ILGPU - Processing Data on your GPU (CUDA / OpenCL in C#)

10/28/2021

If you were plowing a field, which would you rather use two strong oxen or 1024 chicken? - Seymour Cray

This describes more or less what we gonna see in a few minutes. But before let's have a look at a few things so we understand better what is going on.

GPGPU

GPGPU stands for general-purpose computing in graphics processing unit. It was created from the first shader languages like OpenGL. Those were more or less restricted to the graphics pipeline to multiply matrices or change colors of a pixel. GPGPU in contrast is way more general 😉. It is mosed used for simulations. The advantage of a GPU is that it has thousands of core. In contrast to a CPU they are just not powerful. So one calculations takes way longer, but you make thousands of them at a time. Flynn's classification labels this as SIMD (Single Instruction Multiple Data).

Now two points which are very important:

  1. The problem has to be parallelizable
  2. The problem should be "big" enough"

What do I mean with the second point? Well if you want to calculate stuff on your GPU you first have to send the stuff to your GPU and back. That is a trade-off you have to make. And sending data back and forth just takes time. So if you have a small problem the overhead of sending data around can be multiple magnitude bigger.

ILGPU

ILGPU is a JIT (just-in-time) compiler for high-performance GPU programs written in .Net-based languages. ILGPU is an open-source project hosted on github. It enables us to write C# code which gets executed on the GPU. And the best: You can debug your code via the integrated multi-threaded CPU accelerator. It also has a lot of algorithms out of the box shipped with the nuget package.

Let's Code - Matrix Multiplication

Before we go to the GPU part. Let's build up a reference with a native CPU version. We will take a very naive approach in both cases. For the simplicity our matrix will have the same dimension for x and y.

private static int[,] MultiplyMatrixHost(int[,] matrixA, int[,] matrixB)
{
    var length = matrixA.GetLength(0);
    var output = new int[length, length];
    for (var i = 0; i < length; i++)
    {
        for (var j = 0; j < length; j++)
        {
            var sum = 0;
            for (var k = 0; k < length; k++)
            {
                sum += matrixA[i, k] *matrixB[k, j];
            }
            output[i, j] = sum;
        }
    }

    return output;
}

For simplicity I'll take a normal stopwatch but you also take a sophisticated library like Benchmark.Net

var matrixA = new int[1000, 1000];
var matrixB = new int[1000, 1000];

var s = Stopwatch.StartNew();
MultiplyMatrixHost(matrixA, matrixB);
Console.WriteLine("CPU C# naive: " + s.ElapsedMilliseconds);

GPU - Code

Let's add the package to our project:

PM > Install-Package ILGPU -Version 1.0.0-rc2

The first thing we have to do is creating a context:

using var ctx = Context.CreateDefault();

With this context we can now iterate through all devices. For the purpose of demonstration let us take the first device which is either capable of CUDA or OpenCL. Normally this is your graphics accelerator.

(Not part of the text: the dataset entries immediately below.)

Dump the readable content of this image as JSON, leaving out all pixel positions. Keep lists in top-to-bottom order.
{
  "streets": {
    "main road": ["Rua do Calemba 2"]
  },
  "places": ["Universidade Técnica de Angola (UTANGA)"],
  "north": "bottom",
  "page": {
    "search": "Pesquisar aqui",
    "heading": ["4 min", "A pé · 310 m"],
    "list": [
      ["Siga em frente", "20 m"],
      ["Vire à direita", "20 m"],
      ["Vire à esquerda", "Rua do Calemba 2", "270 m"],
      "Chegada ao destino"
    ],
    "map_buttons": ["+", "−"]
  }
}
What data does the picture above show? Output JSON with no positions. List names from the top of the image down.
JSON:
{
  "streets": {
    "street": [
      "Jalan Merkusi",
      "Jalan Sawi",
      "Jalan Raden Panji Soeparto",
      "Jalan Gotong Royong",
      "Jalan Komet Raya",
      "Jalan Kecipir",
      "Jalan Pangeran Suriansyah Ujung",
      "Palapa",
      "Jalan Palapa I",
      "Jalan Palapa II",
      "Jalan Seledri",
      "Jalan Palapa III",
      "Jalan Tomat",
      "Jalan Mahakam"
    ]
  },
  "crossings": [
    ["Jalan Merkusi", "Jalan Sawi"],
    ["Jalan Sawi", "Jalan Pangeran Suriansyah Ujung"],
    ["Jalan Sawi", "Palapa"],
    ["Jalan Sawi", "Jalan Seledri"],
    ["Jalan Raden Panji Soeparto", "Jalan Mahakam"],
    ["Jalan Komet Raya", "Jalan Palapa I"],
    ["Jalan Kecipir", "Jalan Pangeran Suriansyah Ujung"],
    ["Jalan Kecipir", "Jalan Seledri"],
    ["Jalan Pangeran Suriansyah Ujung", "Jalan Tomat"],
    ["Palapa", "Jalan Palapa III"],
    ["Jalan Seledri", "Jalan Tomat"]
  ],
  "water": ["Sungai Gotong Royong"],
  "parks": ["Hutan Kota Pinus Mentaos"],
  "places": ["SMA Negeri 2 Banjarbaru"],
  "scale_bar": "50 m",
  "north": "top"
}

var gpuDevice = ctx.Devices.First(d => d.AcceleratorType == AcceleratorType.Cuda || d.AcceleratorType == AcceleratorType.OpenCL);

If you want to see the details you can call gpuDevice.PrintInformation();;. This will print out a lot of information about the accelerator, like how much memory or how many threads it can handle at a time. For my nVidia Quadro m1200

Device: Quadro M1200
  Accelerator Type:                        Cuda
  Cuda device id:                          0
  Cuda driver version:                     11.4
  Cuda architecture:                       SM_50
  Instruction set:                         7.4
  Clock rate:                              1148 MHz
  Memory clock rate:                       2505 MHz
  Memory bus width:                        128-bit
  Warp size:                               32
  Number of multiprocessors:               5
  Max number of threads/multiprocessor:    2048
  Max number of threads/group:             1024
  Max number of total threads:             10240
  Max dimension of a group size:           (1024, 1024, 64)
  Max dimension of a grid size:            (2147483647, 65535, 65535)
  Total amount of global memory:           4294967296 bytes, 4096 MB
  Total amount of constant memory:         65536 bytes, 64 KB
  Total amount of shared memory per group: 49152 bytes, 48 KB
  Total amount of shared memory per mp:    65536 bytes, 64 KB
  L2 cache size:                           2097152 bytes, 2048 KB

Important here are a few things:

  • Max number of threads. This will give us the maximum degree of parallelism. Yes our GPU-cores are weaker than the CPU counterpart, but we have many of them
  • Max dimension of grid size: We see that cores are structured in a grid. This is important because also such groups share memory. And accessing "shared group" memory is faster than the global one. It behaves the same with a CPU. You have L1, L2 and L3 cache. L1 is directly in the microprocessor, L2 outside and L3 which normally feeds the L2 cache. All of them are faster than accessing the main memory. Cache-Hits can be a major performance booster.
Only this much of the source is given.